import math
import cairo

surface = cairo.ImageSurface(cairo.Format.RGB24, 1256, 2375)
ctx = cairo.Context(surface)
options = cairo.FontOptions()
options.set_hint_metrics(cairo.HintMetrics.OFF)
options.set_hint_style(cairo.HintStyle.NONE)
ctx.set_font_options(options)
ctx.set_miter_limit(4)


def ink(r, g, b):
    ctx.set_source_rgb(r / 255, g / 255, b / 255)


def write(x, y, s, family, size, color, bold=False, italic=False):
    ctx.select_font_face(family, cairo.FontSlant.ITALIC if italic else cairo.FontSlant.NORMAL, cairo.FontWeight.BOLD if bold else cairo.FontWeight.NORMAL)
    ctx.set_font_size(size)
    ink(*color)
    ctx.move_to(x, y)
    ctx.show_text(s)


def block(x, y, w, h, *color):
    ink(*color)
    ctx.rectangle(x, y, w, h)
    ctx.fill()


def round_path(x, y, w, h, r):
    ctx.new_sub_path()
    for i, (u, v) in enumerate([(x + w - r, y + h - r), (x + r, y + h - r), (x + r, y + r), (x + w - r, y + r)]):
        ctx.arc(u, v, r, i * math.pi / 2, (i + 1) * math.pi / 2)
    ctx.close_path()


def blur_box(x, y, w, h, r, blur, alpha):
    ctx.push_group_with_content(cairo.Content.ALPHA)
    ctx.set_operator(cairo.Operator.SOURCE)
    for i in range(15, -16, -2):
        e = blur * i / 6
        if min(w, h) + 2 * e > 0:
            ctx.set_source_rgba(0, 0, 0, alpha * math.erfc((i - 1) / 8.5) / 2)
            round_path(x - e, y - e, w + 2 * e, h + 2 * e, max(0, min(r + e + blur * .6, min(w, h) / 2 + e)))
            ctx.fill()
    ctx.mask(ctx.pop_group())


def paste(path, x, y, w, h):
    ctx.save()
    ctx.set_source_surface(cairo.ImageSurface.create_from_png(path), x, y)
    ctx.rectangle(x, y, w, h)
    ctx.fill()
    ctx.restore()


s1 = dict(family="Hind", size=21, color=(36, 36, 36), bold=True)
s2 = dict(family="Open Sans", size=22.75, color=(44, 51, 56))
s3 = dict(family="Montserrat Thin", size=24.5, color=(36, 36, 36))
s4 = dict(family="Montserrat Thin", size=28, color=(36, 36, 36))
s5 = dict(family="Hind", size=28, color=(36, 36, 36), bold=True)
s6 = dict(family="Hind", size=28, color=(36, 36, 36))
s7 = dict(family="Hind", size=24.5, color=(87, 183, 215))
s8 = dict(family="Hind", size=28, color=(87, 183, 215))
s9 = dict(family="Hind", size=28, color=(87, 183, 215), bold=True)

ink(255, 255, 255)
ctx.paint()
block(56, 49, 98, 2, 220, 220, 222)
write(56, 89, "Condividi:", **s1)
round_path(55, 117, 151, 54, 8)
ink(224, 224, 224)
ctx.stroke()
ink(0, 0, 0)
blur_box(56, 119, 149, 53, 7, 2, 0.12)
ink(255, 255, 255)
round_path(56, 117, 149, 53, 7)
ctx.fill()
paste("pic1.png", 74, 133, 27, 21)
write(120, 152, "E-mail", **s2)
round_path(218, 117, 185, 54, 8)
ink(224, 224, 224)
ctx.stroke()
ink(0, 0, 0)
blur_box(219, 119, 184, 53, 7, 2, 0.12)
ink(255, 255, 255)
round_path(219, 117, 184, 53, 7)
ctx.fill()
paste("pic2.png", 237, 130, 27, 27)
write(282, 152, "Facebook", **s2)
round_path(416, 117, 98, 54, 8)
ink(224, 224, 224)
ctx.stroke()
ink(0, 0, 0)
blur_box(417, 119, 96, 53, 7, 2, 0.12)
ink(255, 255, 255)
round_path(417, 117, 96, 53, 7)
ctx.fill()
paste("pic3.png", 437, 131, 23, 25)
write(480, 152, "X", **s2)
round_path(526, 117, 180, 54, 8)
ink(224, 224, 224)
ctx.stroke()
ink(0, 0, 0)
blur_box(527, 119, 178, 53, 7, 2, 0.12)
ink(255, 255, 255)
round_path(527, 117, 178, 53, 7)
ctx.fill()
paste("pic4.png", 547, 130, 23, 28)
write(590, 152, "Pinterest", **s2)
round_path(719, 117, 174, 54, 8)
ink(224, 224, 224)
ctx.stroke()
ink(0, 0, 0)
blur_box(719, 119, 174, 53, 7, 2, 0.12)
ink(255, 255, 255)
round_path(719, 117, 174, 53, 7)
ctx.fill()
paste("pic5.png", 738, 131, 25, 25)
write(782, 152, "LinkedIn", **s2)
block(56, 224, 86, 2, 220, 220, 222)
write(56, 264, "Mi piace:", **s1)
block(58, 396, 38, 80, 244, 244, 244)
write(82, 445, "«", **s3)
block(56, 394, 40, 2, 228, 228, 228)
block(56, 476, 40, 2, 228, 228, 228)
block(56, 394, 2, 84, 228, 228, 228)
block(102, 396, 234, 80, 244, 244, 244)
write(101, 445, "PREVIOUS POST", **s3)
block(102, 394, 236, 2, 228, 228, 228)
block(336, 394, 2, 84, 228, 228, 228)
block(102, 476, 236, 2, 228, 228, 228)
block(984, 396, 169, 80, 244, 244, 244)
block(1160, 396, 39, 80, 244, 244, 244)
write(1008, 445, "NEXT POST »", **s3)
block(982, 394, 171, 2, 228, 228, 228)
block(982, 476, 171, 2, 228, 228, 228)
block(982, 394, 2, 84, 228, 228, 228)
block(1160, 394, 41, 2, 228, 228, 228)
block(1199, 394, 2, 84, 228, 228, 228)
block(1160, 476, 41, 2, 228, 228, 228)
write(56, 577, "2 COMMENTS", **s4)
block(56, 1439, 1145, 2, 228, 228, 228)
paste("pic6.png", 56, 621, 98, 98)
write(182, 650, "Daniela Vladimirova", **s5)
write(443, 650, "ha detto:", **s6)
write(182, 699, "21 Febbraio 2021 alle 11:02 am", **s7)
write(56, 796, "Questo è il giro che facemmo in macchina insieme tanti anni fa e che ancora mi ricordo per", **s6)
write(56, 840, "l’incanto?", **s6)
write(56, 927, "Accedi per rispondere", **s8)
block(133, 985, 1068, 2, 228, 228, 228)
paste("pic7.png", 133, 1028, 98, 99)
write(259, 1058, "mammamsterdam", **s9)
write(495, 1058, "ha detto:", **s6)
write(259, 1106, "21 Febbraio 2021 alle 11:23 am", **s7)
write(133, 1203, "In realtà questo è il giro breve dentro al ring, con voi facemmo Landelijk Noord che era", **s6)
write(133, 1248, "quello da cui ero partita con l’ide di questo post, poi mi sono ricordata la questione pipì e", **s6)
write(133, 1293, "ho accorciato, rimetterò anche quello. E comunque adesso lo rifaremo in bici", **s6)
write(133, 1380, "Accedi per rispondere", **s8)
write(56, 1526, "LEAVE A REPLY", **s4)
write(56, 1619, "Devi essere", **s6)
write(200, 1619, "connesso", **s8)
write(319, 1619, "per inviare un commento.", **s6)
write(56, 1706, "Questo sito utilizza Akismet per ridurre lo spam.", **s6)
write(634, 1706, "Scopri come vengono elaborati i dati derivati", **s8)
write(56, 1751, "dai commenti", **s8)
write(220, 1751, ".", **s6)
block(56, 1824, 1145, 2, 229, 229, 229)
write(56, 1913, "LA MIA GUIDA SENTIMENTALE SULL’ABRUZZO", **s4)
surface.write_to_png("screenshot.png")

-- TASK DETAILS --
Lines from the top of the entries through the line with "options.set_hint_style(cairo.HintStyle.NONE)" are to be transcribed exactly, and nothing more.

-- YOUR SOLUTION --
import math
import cairo

surface = cairo.ImageSurface(cairo.Format.RGB24, 1256, 2375)
ctx = cairo.Context(surface)
options = cairo.FontOptions()
options.set_hint_metrics(cairo.HintMetrics.OFF)
options.set_hint_style(cairo.HintStyle.NONE)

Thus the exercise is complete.